As one of the first phones to feature Qualcomm's new Snapdragon 821 processor and 4GB of RAM, the Pixel XL absolutely flies.
Because this phone is all Google from top to bottom, if anything ever goes wrong, you can get expert help via either phone or chat just by hitting the Support tab in the Settings menu.
Unfortunately, because the company prefers virtual navigation buttons over capacitive ones, there's often a bar for Back, Home and Recent Apps, which cuts down on your usable screen real estate.
Performance: As swift as it gets
As one of the first phones to feature Qualcomm's new Snapdragon 821 processor in addition to 4GB of RAM and either 32GB or 128GB of storage, the Pixel XL absolutely flies. Then, you add the phone's general smoothness when opening up apps and navigating the UI, and you get the silkiest, stutter-free smartphone experience available on Android.
With a score of 4,146 on Geekbench 4, which measures overall system performance, the Pixel XL topped the S7 Edge's mark of 4,035 and blew past the Nexus 6P's score of 3,714.
The Pixel XL maintained its lead in the Jetstream 1.1 web browsing test, posting a score of 55.9, topping the S7's 49.9 and the Nexus 6P's 46.8. (Bigger numbers are better.)
The one category where the Pixel XL didn't finish solidly ahead was on graphics, where Google's phone scored 28,283 versus the S7 Edge's 29,851 on 3DMark's Fire Strike graphics benchmark.
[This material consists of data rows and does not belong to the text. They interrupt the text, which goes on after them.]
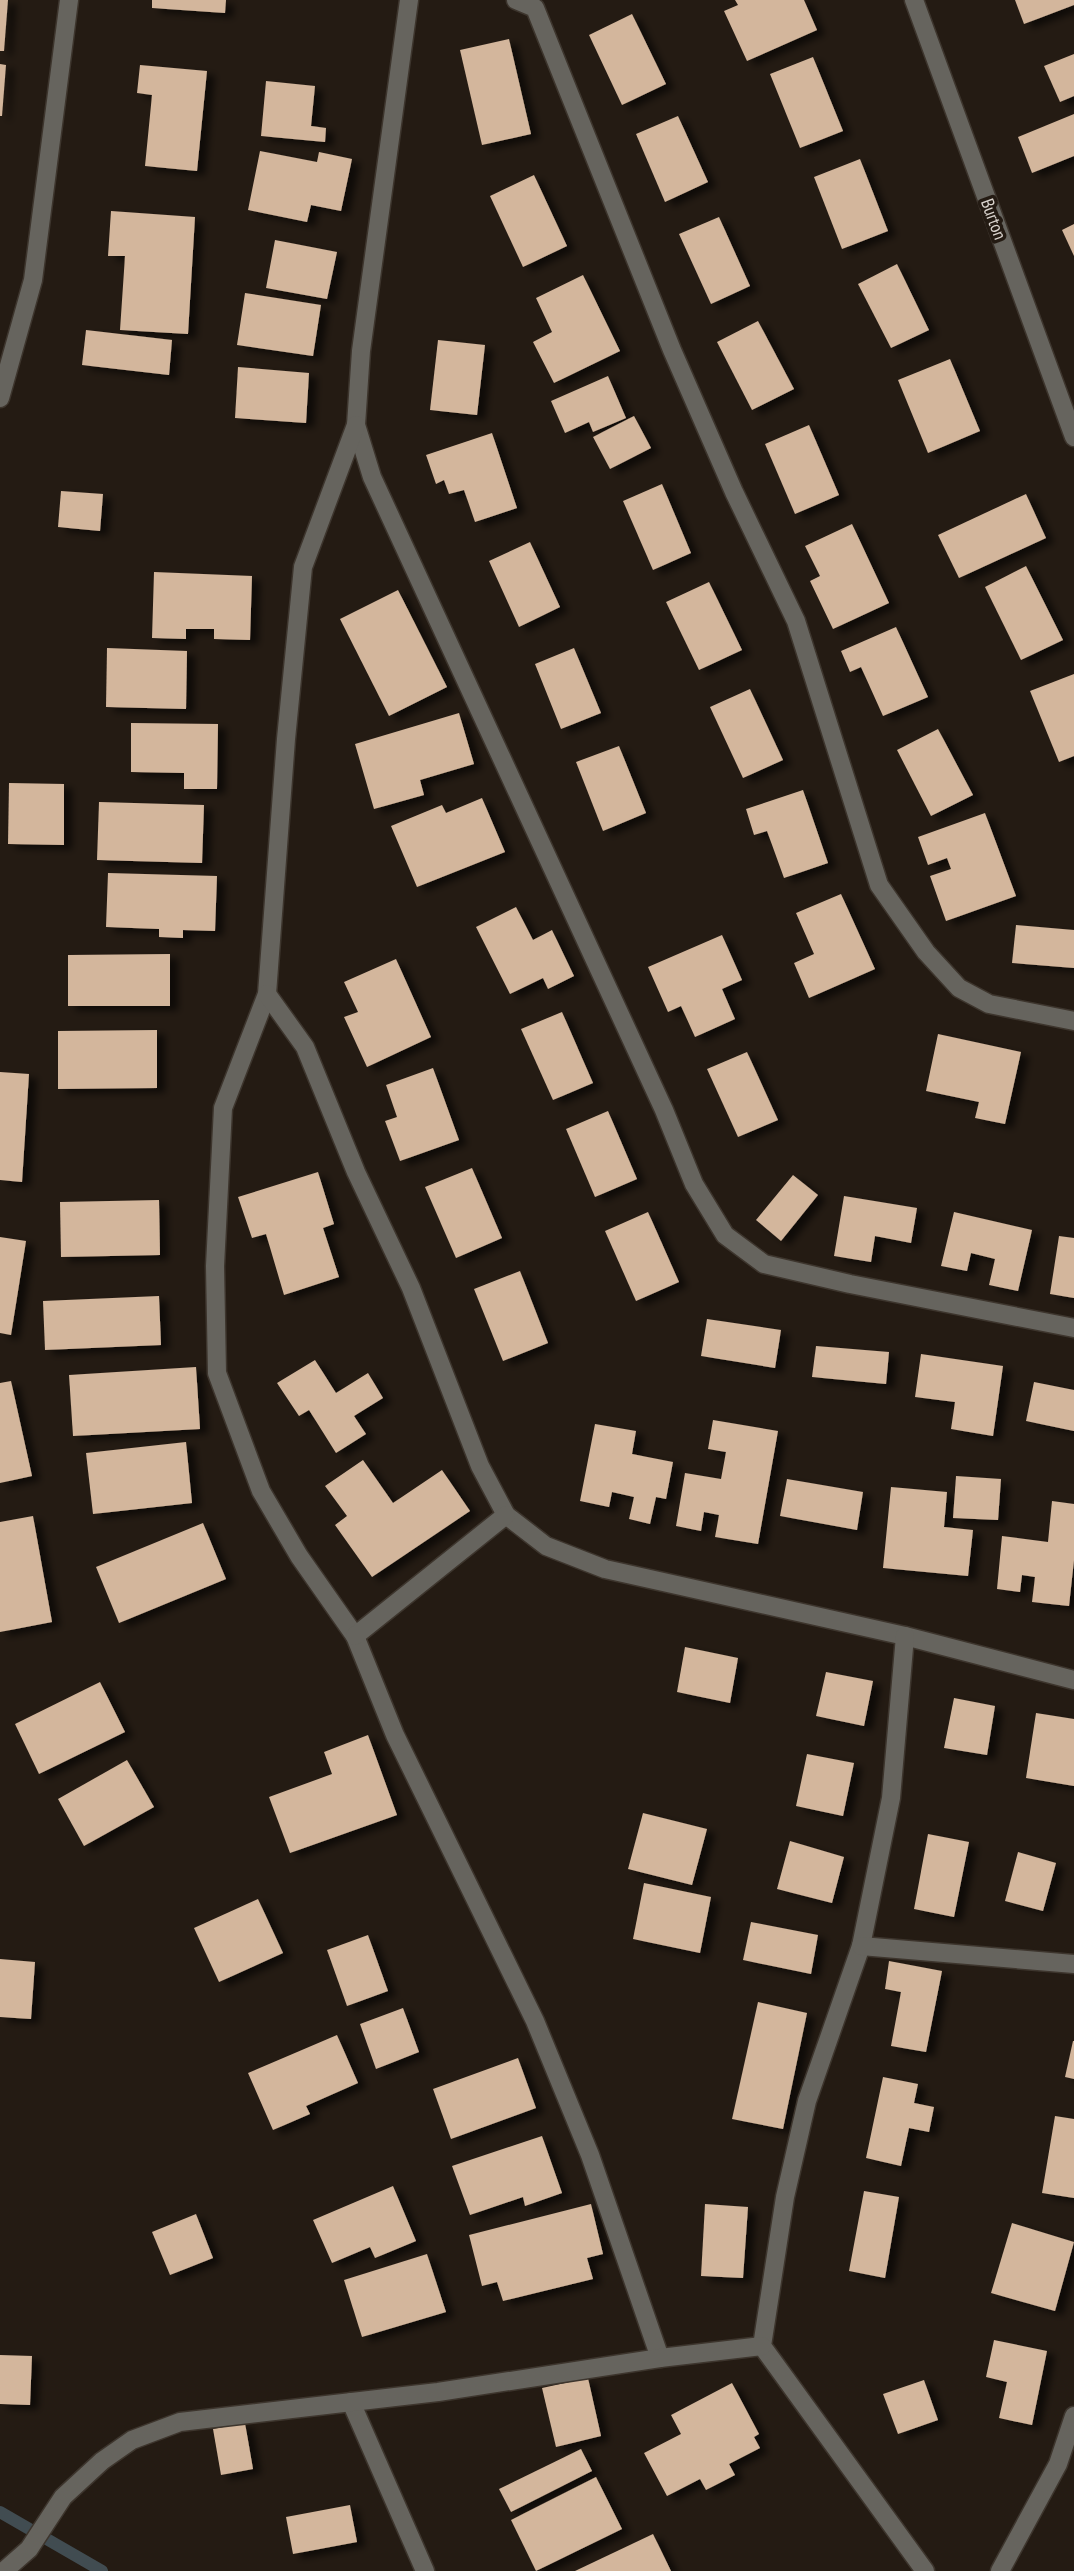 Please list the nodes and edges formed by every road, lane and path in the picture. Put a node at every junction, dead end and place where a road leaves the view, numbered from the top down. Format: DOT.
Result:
graph roads {
  1 [pos="69,0"];
  2 [pos="409,0"];
  3 [pos="516,0"];
  4 [pos="914,0"];
  5 [pos="0,398"];
  6 [pos="356,425"];
  7 [pos="1074,437"];
  8 [pos="267,994"];
  9 [pos="1074,1021"];
  10 [pos="1074,1328"];
  11 [pos="506,1515"];
  12 [pos="355,1636"];
  13 [pos="905,1636"];
  14 [pos="1074,1679"];
  15 [pos="861,1945"];
  16 [pos="1074,1964"];
  17 [pos="762,2346"];
  18 [pos="660,2358"];
  19 [pos="351,2402"];
  20 [pos="1074,2416"];
  21 [pos="4,2571"];
  22 [pos="425,2571"];
  23 [pos="925,2571"];
  24 [pos="1000,2571"];
  1 -- 5 [label="street"];
  2 -- 6 [label="street"];
  3 -- 9 [label="street"];
  4 -- 7 [label="street, Burton"];
  6 -- 8 [label="street"];
  6 -- 10 [label="street"];
  8 -- 11 [label="street"];
  8 -- 12 [label="street"];
  11 -- 12 [label="street"];
  11 -- 13 [label="street"];
  12 -- 18 [label="street"];
  13 -- 14 [label="street"];
  13 -- 15 [label="street"];
  15 -- 16 [label="street"];
  15 -- 17 [label="street"];
  17 -- 18 [label="street"];
  17 -- 23 [label="street"];
  18 -- 19 [label="street"];
  19 -- 21 [label="street"];
  19 -- 22 [label="street"];
  20 -- 24 [label="street"];
} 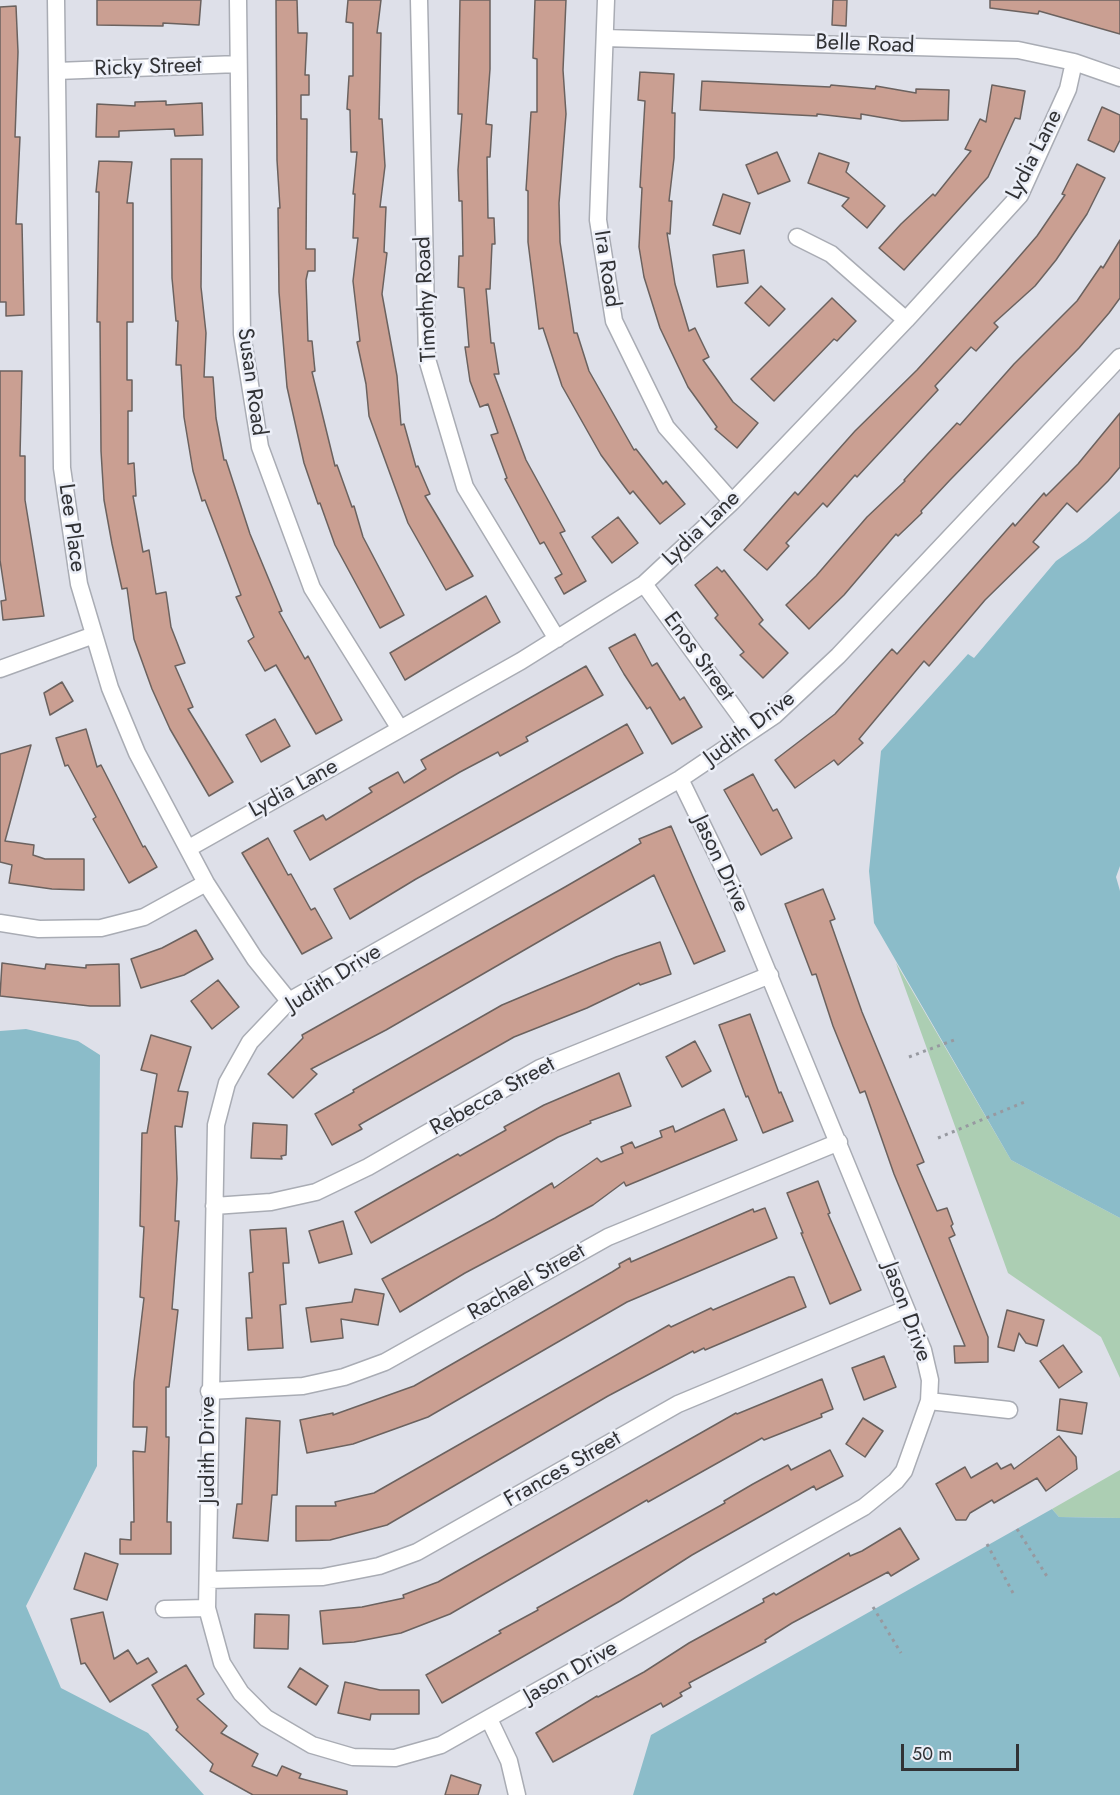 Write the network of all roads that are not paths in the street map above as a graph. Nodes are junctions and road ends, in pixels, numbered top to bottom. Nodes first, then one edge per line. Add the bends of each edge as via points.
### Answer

Battery Life: Enough for even the longest days
The Pixel XL offers very impressive endurance. On Verizon's LTE network, the phone lasted 10 hours and 34 minutes on our web surfing battery test. We saw even longer battery life on T-Mobile, where the phone lasted 11:48.
Those times compare favorably to other competing flagships, including the Galaxy S7 Edge (10:09), the iPhone 7 Plus (10:38) and the HTC 10 (9:56).
When compared to the Nexus 6P's battery life of 12:25, the Pixel XL falls short. However, in everyday use, not once did the Pixel XL conk out before I went to bed, and that was even after days of some pretty intense testing and benchmarking.
Though the Pixel XL's uninspired appearance doesn't make the best impression, if you dig a little deeper, you'll see why Google's new top-to-bottom approach to smartphones makes so much sense. With total control over hardware and software, Google can deliver a swift, almost enlightened smartphone experience that makes the bugs and lack of updates you get on other Android phones seem pretty embarrassing.
After you add in an absolutely stunning camera, great battery life and the superhelpful Google Assistant, Google delivers a phone than it can be proud to call its own while giving Samsung's and Apple's flagship devices a run for their money.